[Stored data entries]
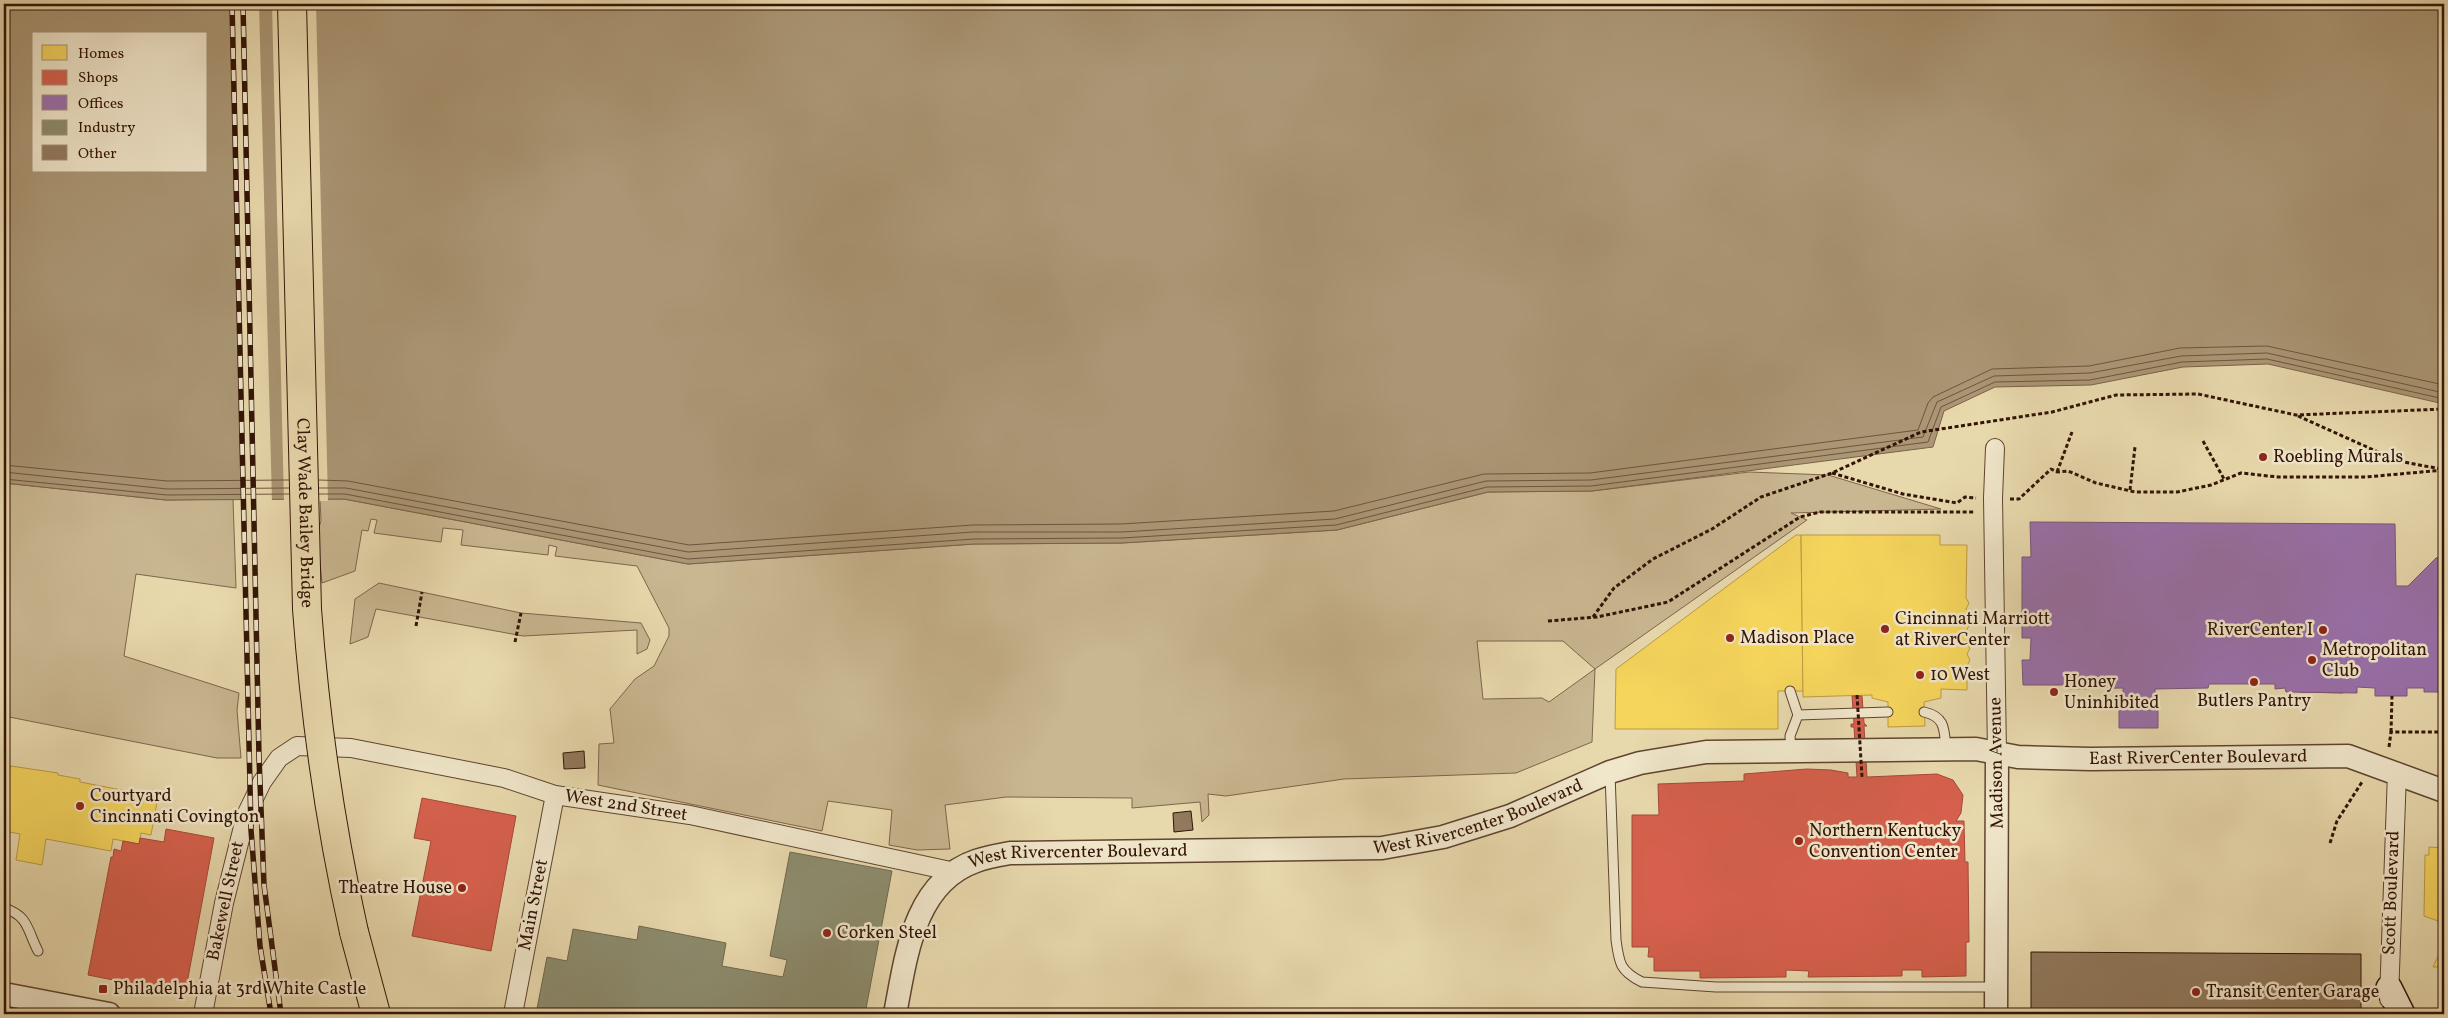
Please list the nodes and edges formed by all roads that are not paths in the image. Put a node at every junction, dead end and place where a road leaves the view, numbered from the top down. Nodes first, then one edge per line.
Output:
1 (292, 4) edge
2 (1995, 448) dead end
3 (1790, 691) dead end
4 (1888, 712) dead end
5 (1924, 712) dead end
6 (1798, 715) junction
7 (298, 746) joint
8 (1946, 750) junction
9 (1791, 752) junction
10 (1997, 753) junction
11 (1610, 772) junction
12 (2397, 772) junction
13 (2444, 791) edge
14 (555, 795) junction
15 (955, 872) junction
16 (4, 908) edge
17 (38, 951) dead end
18 (1996, 987) junction
19 (2389, 988) junction
20 (4, 994) edge
21 (109, 1014) edge
22 (203, 1014) edge
23 (376, 1014) edge
24 (513, 1014) edge
25 (895, 1014) edge
26 (1996, 1014) edge
27 (2388, 1014) edge
28 (2402, 1014) edge

1 - 23 main road, Clay Wade Bailey Bridge, bridge
2 - 10 street, Madison Avenue
3 - 6 lane
4 - 6 lane
5 - 8 lane
6 - 9 lane
7 - 14 street, West 2nd Street
7 - 22 street, Bakewell Street
8 - 9 street, West Rivercenter Boulevard
8 - 10 street, West Rivercenter Boulevard
9 - 11 street, West Rivercenter Boulevard
10 - 12 street, East RiverCenter Boulevard
10 - 18 street, Madison Avenue
11 - 15 street, West Rivercenter Boulevard
11 - 18 lane
12 - 13 street, East RiverCenter Boulevard
12 - 19 street, Scott Boulevard
14 - 15 street, West 2nd Street
14 - 24 street, Main Street
15 - 25 street, West Rivercenter Boulevard
16 - 17 lane
18 - 26 street, Madison Avenue
19 - 27 street, Scott Boulevard
19 - 28 main road
20 - 21 street

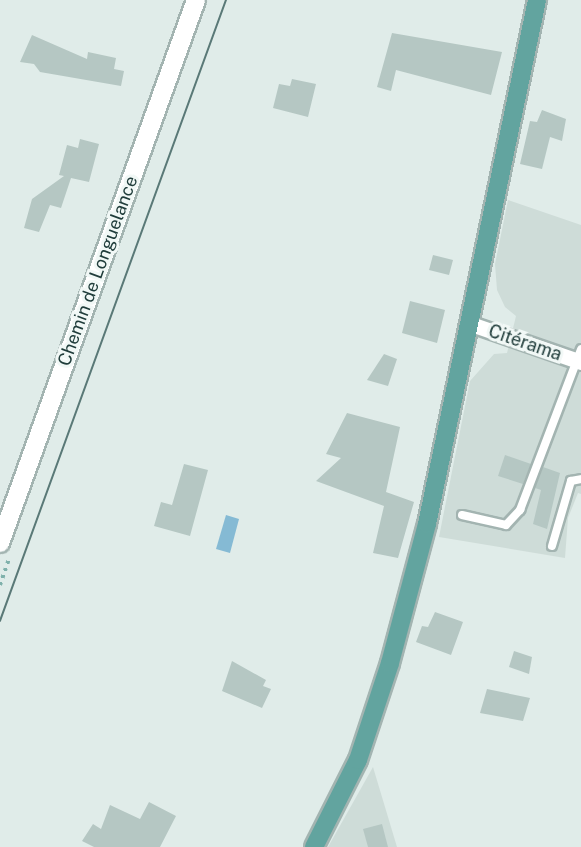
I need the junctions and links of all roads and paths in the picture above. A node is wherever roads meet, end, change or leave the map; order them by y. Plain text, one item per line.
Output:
1 (196, 0) edge
2 (537, 0) edge
3 (468, 323) junction
4 (580, 358) edge
5 (581, 478) edge
6 (462, 515) dead end
7 (0, 543) edge
8 (552, 546) dead end
9 (314, 847) edge

1 - 7 street, Chemin de Longuelance
2 - 3 main road
3 - 4 street, Citérama
3 - 9 main road
4 - 6 lane
5 - 8 lane

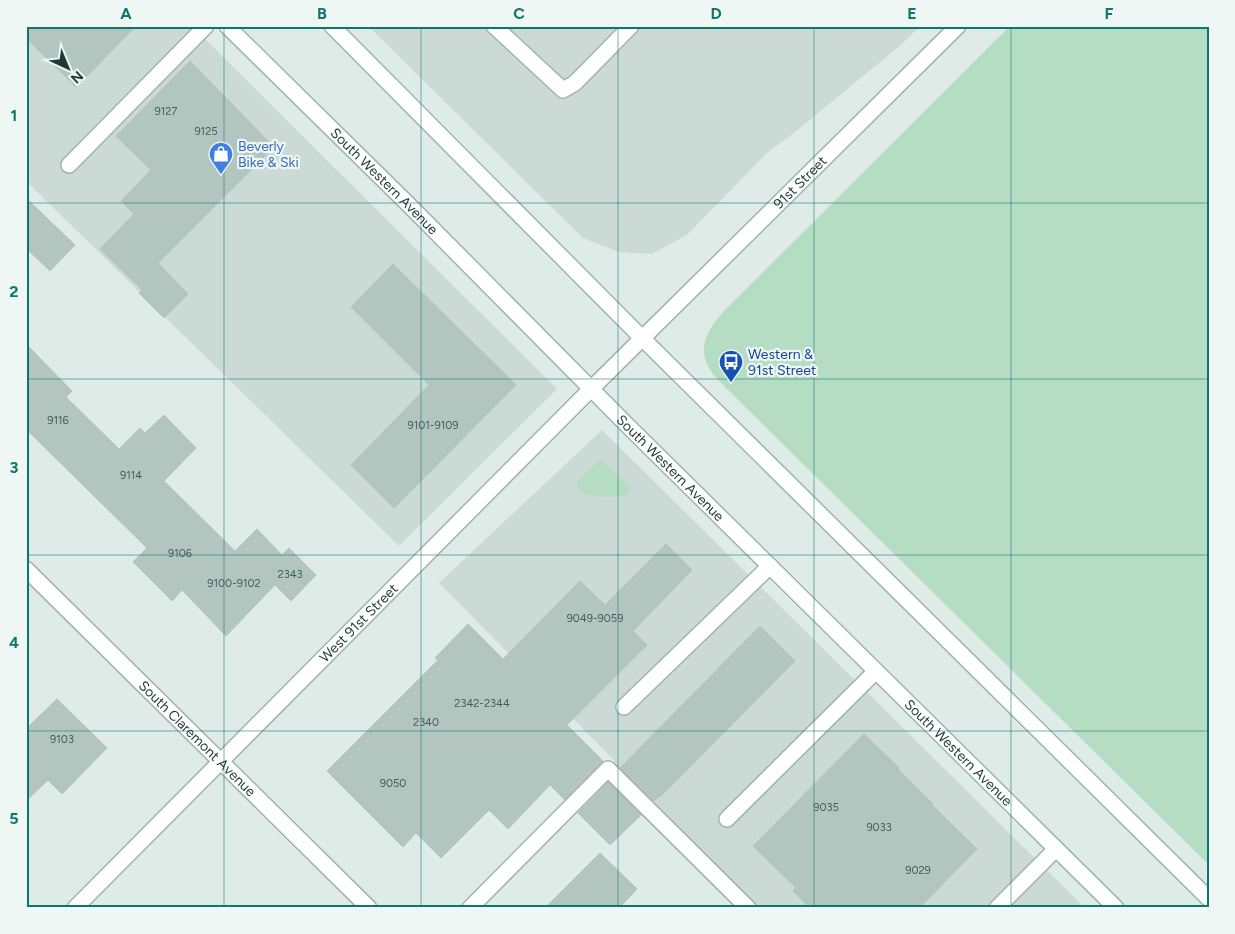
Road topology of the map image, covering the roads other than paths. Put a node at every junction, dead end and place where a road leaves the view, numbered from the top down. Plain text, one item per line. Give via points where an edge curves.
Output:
1 (206, 26) edge
2 (227, 26) edge
3 (332, 26) edge
4 (494, 26) edge
5 (631, 26) edge
6 (958, 26) edge
7 (69, 165) dead end
8 (642, 338) junction
9 (591, 389) junction
10 (770, 566) junction
11 (26, 569) edge
12 (876, 671) junction
13 (624, 707) dead end
14 (221, 762) junction
15 (727, 819) dead end
16 (1056, 848) junction
17 (1209, 899) edge
18 (75, 908) edge
19 (369, 908) edge
20 (470, 908) edge
21 (748, 908) edge
22 (997, 908) edge
23 (1116, 908) edge

1 - 7 main road
2 - 9 main road, South Western Avenue
3 - 8 main road
4 - 5 main road via 562,90 575,83
6 - 8 main road, 91st Street
8 - 9 main road, West 91st Street
8 - 17 main road
9 - 10 main road, South Western Avenue
9 - 14 main road, West 91st Street
10 - 12 main road, South Western Avenue
10 - 13 main road
11 - 14 main road, South Claremont Avenue
12 - 15 main road
12 - 16 main road, South Western Avenue
14 - 18 main road, West 91st Street
14 - 19 main road, South Claremont Avenue
16 - 22 main road
16 - 23 main road, South Western Avenue
20 - 21 main road via 608,769

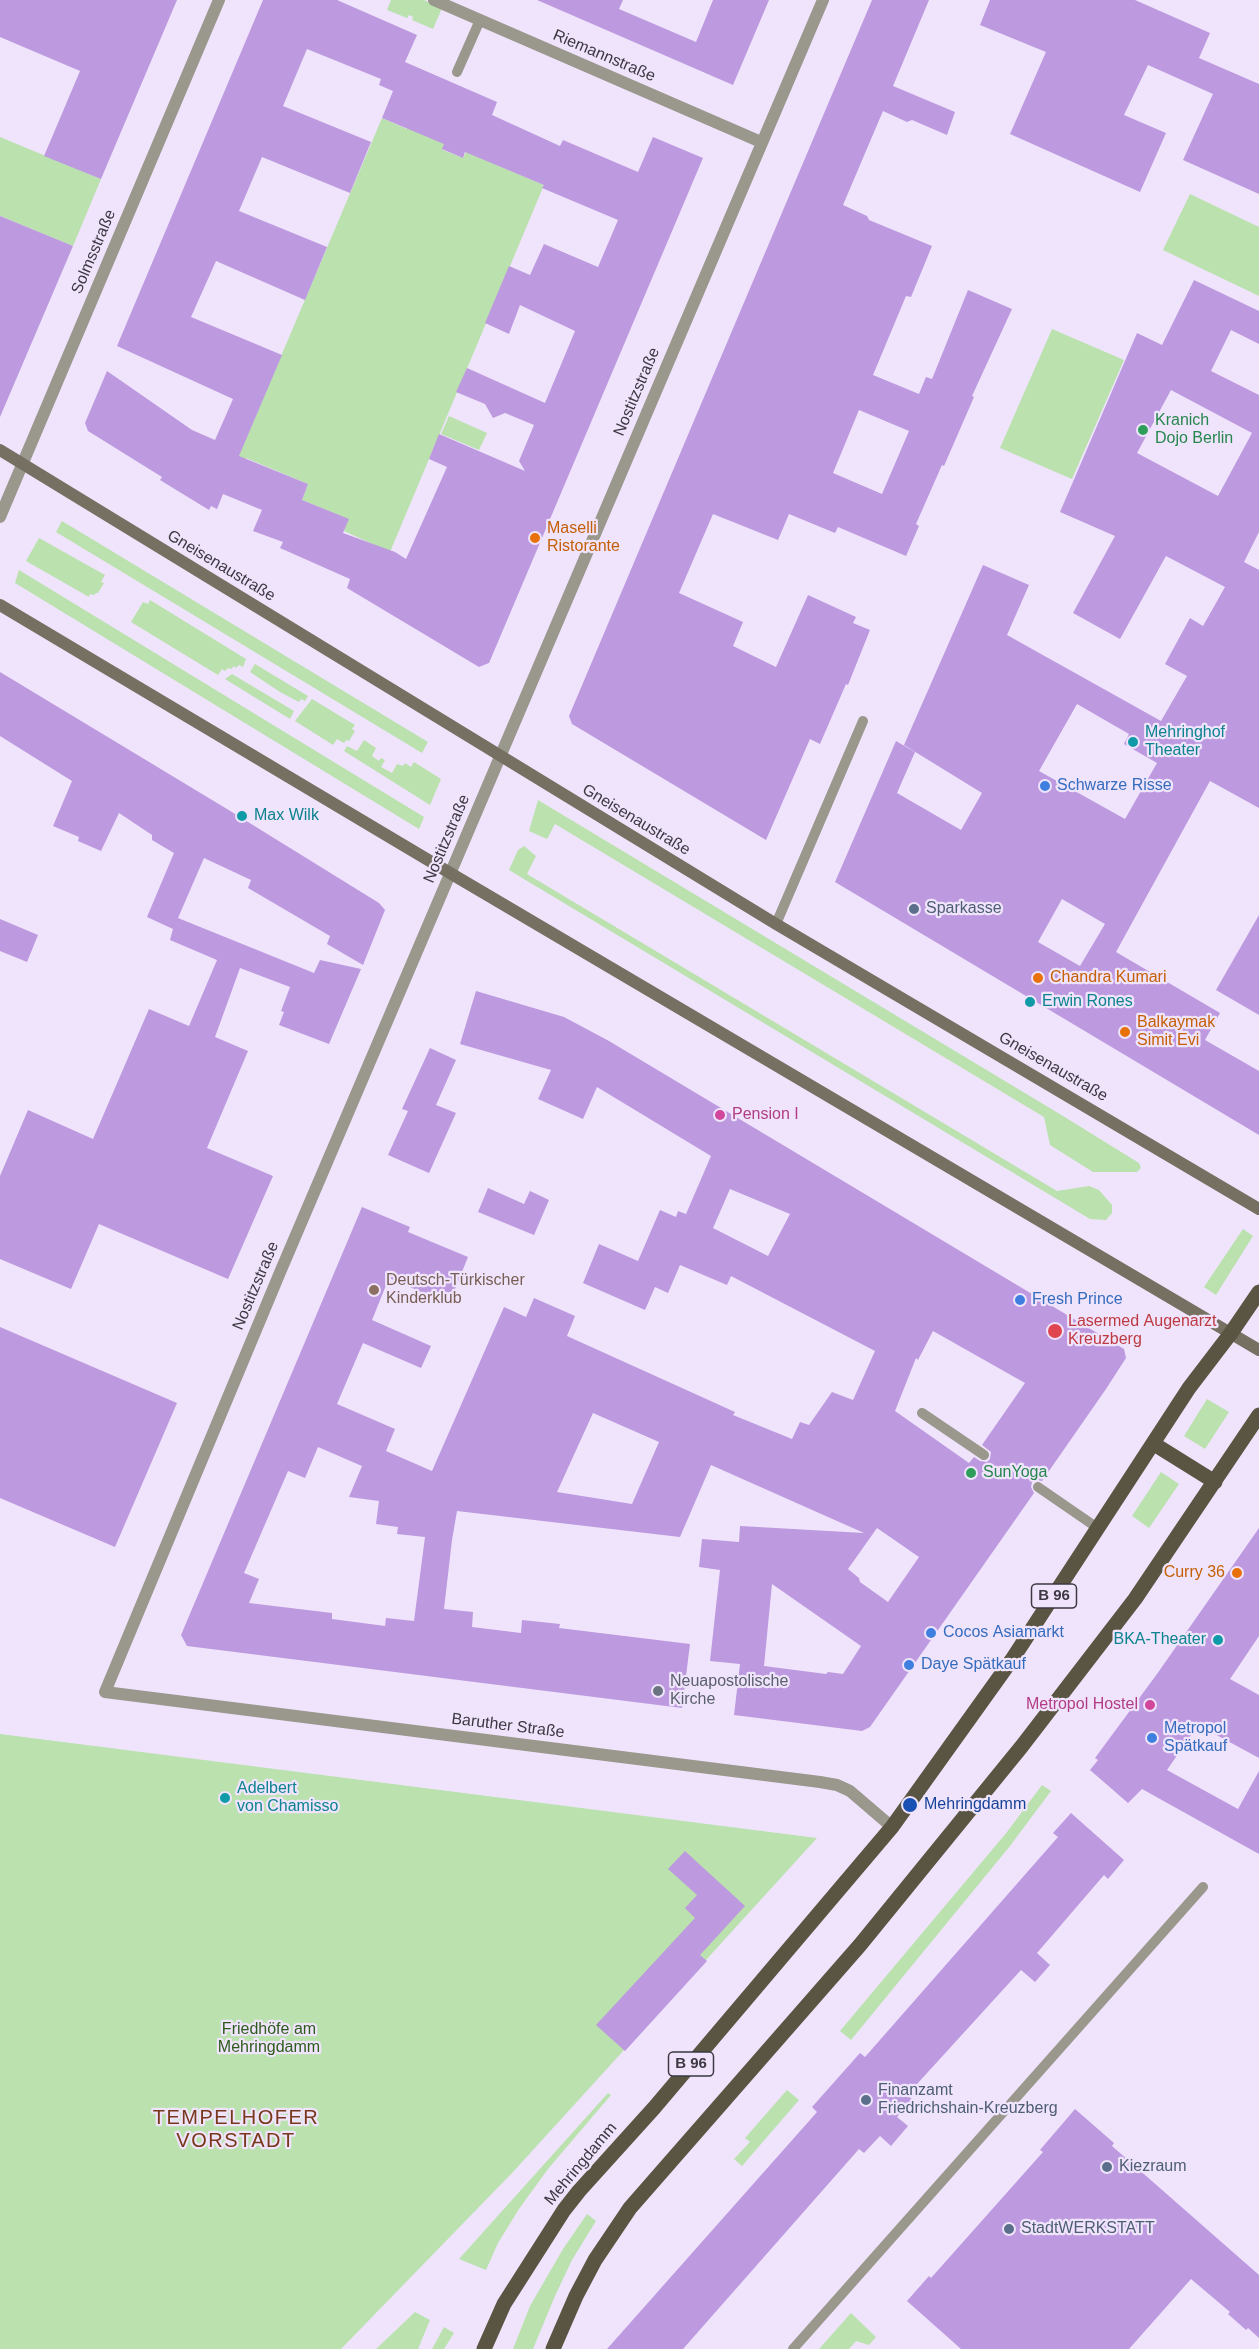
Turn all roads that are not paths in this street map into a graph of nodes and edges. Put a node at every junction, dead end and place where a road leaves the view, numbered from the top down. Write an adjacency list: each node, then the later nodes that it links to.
1 (219, 0): 8 (street, Solmsstraße)
2 (434, 0): 4 (street, Riemannstraße)
3 (823, 0): 6 (street, Nostitzstraße)
4 (480, 20): 5 (lane); 6 (street, Riemannstraße)
5 (457, 72)
6 (761, 142): 12 (street, Nostitzstraße)
7 (0, 450): 8 (main road, Gneisenaustraße)
8 (23, 464): 9 (street, Solmsstraße); 12 (main road, Gneisenaustraße)
9 (0, 517)
10 (0, 605): 13 (main road)
11 (863, 720): 14 (lane)
12 (499, 756): 13 (street, Nostitzstraße); 14 (main road, Gneisenaustraße)
13 (450, 873): 17 (main road); 26 (street, Nostitzstraße)
14 (776, 924): 15 (main road, Gneisenaustraße)
15 (1259, 1209)
16 (1259, 1292): 17 (main road, Mehringdamm / B 96)
17 (1231, 1334): 18 (main road); 21 (main road, Mehringdamm / B 96)
18 (1259, 1350)
19 (922, 1413): 22 (lane)
20 (1259, 1415): 23 (main road, B 96)
21 (1154, 1444): 23 (main road); 25 (main road, Mehringdamm / B 96)
22 (984, 1455)
23 (1215, 1482): 30 (main road, B 96)
24 (1038, 1487): 25 (lane)
25 (1099, 1529): 27 (main road, Mehringdamm / B 96)
26 (105, 1692): 27 (street, Baruther Straße)
27 (892, 1827): 29 (main road, Mehringdamm / B 96)
28 (1203, 1887): 31 (lane)
29 (484, 2349)
30 (553, 2349)
31 (793, 2349)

**Task description:** Scan the data above and report each line in which "Plain" is present.

**Response box:**
I need the junctions and links of all roads and paths in the picture above. A node is wherever roads meet, end, change or leave the map; order them by y. Plain text, one item per line.
Road topology of the map image, covering the roads other than paths. Put a node at every junction, dead end and place where a road leaves the view, numbered from the top down. Plain text, one item per line. Give via points where an edge curves.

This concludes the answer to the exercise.